When your webserver is running, you can go to http://localhost:8080/hello.php in your browser to access the application and see your PerCL script. There's one caveat, though: you're the only one who can access your local web server. The best way to let others on the internet, like the FreeClimb platform (which is obviously outside your local network), access your computer are tunneling services like ngrok. With ngrok, you get a public, shareable URL to your local machine.
Go to the ngrok website and download the tool. You can optionally sign up for a free account to unlock additional functionality, but you should be good to go for this Quickstart even without an account.
To start ngrok and open a tunnel to your HTTP server on port 8080, run the following command:
ngrok http 8080
After establishing the forwarding tunnel, ngrok shows you the public URL in its console output; it typically ends with
.ngrok.io. Select and copy that URL, as you'll need it in the next step.
Connect your application's URL to FreeClimb
Go back to your FreeClimb dashboard and click on Applications. Then, go to Edit Config next to the application you assigned to your FreeClimb number.
You only need to fill in the "Voice URL". All other fields can be left blank. Your voice URL is that ngrok forward URL suffixed by the PHP file which contains your application. Combined, your URL should look similar to
https://tunnel-id.ngrok.io/hello.php. Save your changes with the Update button.
Congratulations, your application is ready for testing!
How FreeClimb answers voice calls
- An external call comes in to a registered FreeClimb number.
- FreeClimb knows the Application associated with that number.

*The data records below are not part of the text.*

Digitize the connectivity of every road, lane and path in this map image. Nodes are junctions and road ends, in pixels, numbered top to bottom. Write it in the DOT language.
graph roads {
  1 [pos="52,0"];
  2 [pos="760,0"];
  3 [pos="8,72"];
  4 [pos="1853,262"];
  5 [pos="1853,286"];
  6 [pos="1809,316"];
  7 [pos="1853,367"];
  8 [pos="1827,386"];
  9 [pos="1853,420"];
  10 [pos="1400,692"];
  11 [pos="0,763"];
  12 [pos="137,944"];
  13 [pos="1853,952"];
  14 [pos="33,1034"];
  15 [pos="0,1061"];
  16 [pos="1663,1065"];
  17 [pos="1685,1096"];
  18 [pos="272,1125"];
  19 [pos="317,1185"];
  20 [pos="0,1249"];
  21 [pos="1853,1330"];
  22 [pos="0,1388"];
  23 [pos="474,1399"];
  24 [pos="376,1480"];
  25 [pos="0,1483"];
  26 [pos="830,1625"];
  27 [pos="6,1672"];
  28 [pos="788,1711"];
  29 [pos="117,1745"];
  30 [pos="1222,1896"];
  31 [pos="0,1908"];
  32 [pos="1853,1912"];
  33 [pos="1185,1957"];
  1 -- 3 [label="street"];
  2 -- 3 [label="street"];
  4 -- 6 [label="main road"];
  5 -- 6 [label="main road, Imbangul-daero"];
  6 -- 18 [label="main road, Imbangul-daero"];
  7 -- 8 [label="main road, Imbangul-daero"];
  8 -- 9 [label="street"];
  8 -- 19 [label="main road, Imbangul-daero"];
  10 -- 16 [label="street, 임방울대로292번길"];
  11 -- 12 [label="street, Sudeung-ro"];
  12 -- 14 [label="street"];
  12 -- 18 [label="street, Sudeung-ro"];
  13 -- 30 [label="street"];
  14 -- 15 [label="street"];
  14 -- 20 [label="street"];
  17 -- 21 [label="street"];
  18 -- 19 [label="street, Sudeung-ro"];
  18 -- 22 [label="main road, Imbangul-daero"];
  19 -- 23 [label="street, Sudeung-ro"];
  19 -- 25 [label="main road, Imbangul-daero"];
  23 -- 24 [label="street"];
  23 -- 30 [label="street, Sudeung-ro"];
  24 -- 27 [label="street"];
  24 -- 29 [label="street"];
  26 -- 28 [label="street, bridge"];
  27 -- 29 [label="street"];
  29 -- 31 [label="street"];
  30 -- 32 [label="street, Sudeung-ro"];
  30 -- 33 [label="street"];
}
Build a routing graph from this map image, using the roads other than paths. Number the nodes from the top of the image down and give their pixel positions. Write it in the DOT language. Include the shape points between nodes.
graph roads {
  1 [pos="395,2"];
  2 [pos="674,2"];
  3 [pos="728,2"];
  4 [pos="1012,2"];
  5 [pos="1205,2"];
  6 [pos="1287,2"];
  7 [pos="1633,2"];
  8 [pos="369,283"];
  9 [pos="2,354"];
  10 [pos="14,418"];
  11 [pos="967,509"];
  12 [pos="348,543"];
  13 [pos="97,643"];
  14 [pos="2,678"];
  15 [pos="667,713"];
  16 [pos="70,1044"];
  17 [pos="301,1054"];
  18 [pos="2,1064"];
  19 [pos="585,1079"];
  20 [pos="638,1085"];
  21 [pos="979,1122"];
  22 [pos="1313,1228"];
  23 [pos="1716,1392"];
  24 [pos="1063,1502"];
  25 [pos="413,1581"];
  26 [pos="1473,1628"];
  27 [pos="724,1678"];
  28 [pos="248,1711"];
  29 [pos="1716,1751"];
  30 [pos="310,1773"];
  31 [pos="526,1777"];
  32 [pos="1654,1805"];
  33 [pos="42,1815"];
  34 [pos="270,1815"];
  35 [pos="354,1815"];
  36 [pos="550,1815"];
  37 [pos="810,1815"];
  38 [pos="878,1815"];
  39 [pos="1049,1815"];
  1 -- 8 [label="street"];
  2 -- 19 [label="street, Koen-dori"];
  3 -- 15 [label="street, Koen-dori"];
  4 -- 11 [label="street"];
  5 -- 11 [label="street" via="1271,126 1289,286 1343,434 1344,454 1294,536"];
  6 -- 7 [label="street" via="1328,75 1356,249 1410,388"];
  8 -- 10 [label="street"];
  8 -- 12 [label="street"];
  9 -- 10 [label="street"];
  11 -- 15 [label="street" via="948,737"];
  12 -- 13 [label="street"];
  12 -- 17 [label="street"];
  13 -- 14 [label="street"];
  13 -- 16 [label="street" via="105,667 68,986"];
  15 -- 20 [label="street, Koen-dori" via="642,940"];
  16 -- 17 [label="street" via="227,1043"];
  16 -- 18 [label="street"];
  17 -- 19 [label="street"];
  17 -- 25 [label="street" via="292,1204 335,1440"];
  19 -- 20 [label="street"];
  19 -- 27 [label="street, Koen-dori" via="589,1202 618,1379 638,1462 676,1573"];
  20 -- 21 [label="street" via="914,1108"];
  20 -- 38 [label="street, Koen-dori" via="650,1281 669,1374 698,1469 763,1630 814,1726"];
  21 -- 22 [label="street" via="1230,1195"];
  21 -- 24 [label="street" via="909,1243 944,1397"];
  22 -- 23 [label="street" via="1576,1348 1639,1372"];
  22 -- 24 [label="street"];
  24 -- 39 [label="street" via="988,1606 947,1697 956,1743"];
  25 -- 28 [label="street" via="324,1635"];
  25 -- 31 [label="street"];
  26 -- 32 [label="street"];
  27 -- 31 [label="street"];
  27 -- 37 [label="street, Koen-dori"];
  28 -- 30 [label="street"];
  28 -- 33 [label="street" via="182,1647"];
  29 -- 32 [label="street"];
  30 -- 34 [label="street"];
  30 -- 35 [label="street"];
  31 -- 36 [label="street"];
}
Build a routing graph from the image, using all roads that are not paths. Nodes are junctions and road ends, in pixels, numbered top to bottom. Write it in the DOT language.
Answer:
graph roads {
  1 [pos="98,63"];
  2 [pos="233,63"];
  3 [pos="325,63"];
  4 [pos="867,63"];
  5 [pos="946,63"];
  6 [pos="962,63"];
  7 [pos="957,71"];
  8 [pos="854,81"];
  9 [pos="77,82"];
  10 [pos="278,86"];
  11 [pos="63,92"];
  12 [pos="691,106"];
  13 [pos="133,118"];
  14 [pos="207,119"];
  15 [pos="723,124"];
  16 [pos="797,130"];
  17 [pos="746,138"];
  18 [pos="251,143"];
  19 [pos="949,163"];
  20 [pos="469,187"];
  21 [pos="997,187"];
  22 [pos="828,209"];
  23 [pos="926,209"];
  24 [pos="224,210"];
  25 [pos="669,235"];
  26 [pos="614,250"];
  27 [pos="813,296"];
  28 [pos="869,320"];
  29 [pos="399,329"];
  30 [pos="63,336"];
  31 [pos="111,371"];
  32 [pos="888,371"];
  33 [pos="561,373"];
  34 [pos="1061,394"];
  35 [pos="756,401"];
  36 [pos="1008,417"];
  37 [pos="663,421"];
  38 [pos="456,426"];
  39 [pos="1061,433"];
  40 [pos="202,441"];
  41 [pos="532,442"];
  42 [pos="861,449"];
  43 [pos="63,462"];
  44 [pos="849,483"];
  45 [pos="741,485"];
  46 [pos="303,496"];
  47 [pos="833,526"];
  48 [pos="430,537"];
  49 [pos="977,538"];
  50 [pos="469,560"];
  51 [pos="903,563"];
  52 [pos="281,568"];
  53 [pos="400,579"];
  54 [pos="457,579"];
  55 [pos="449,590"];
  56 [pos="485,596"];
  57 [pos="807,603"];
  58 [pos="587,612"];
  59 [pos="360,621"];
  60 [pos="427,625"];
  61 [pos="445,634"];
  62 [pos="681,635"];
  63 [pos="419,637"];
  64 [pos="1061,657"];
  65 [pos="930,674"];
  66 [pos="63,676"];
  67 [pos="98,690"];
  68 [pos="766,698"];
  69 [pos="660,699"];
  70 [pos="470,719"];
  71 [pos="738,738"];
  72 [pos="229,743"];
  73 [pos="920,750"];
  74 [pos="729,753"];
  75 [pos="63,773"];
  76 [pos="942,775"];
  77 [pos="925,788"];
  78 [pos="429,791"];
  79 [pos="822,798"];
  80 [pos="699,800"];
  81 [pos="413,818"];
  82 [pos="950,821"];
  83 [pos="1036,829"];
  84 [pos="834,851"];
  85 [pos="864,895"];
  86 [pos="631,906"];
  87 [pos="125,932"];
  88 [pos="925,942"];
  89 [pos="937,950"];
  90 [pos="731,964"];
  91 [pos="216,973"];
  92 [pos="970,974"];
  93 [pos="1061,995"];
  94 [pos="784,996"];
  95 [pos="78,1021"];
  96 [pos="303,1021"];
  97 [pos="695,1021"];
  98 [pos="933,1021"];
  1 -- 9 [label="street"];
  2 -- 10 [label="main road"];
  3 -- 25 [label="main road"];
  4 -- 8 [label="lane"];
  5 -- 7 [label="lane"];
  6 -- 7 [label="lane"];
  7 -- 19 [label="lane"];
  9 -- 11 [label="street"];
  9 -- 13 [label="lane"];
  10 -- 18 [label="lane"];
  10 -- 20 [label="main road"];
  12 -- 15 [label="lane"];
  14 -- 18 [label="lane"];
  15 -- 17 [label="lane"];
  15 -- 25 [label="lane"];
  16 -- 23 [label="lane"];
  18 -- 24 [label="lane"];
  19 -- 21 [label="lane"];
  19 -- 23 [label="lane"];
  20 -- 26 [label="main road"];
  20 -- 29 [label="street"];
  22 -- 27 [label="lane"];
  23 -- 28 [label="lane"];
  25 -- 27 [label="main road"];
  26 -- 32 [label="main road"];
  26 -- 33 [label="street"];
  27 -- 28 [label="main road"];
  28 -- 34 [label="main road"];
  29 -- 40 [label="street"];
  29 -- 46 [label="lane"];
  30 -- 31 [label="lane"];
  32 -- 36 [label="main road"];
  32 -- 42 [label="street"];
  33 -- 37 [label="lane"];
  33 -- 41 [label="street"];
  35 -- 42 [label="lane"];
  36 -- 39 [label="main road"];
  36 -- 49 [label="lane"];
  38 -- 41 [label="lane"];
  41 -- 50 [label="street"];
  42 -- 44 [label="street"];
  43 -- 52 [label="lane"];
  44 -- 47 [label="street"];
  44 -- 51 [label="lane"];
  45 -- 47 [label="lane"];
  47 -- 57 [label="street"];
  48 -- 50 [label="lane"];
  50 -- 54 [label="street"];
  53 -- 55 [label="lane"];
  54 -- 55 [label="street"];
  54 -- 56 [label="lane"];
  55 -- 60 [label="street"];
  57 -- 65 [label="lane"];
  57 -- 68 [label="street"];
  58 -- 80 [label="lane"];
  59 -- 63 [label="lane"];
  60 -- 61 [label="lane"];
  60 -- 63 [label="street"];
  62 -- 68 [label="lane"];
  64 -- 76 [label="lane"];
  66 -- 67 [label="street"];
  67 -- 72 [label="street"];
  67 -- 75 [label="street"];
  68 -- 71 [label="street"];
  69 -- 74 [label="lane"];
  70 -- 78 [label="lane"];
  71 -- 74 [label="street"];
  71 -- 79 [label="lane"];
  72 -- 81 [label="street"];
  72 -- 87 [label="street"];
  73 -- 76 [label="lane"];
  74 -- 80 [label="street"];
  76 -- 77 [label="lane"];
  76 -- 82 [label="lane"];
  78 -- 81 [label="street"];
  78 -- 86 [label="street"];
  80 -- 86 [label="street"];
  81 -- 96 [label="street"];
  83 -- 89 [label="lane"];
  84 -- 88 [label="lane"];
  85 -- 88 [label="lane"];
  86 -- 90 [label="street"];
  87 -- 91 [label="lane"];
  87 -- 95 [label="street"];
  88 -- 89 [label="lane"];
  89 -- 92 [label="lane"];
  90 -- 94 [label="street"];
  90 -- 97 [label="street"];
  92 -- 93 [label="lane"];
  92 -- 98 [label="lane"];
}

- FreeClimb makes a POST request to the voiceURL in that App’s configuration.
- The Application responds with a PerCL script to play a message to the caller.
- FreeClimb processes the PerCL and plays the message to the caller.
Test your application
To test your application, take your phone and dial your FreeClimb number. Keep your console window where ngrok is running open, and you should see the incoming request.
Your application works if you can hear "Welcome to the FreeClimb SDK!" over the phone. Excellent, you've done it! Feel free to explore our documentation and extend your application.
If you couldn't hear the output but can see the incoming request in the console, there's likely a problem with your PHP implementation. Please double-check your code.
If you couldn't hear the output and you can't even see the incoming request in the console, your configuration on the FreeClimb dashboard isn't accurate. Please double-check that the URL is the correct one and the proper application is associated with the number.
To confirm your requests, you can review the logs within the FreeClimb dashboard.
Reach out to our support if you need additional help in getting the tutorial to work. We’ll be happy to answer your questions.
Explore the possibilities with FreeClimb
FreeClimb apps can be upgraded with a wide range of functionality. A few pointers to help you explore from here:
- FreeClimb meets industry standards for handling sensitive user data, including HIPAA.
- FreeClimb also enables outbound calling, SMS functionality, and conferencing to connect multiple live callers, and we have guides and sample applications covering many use cases.
FreeClimb is highly scalable and reliable, and is built on a proven platform. While setting up a simple voice application is straightforward, it is the first step towards building an application that can reliably handle large volumes of telephone calls and increasingly complex business logic for managing those calls.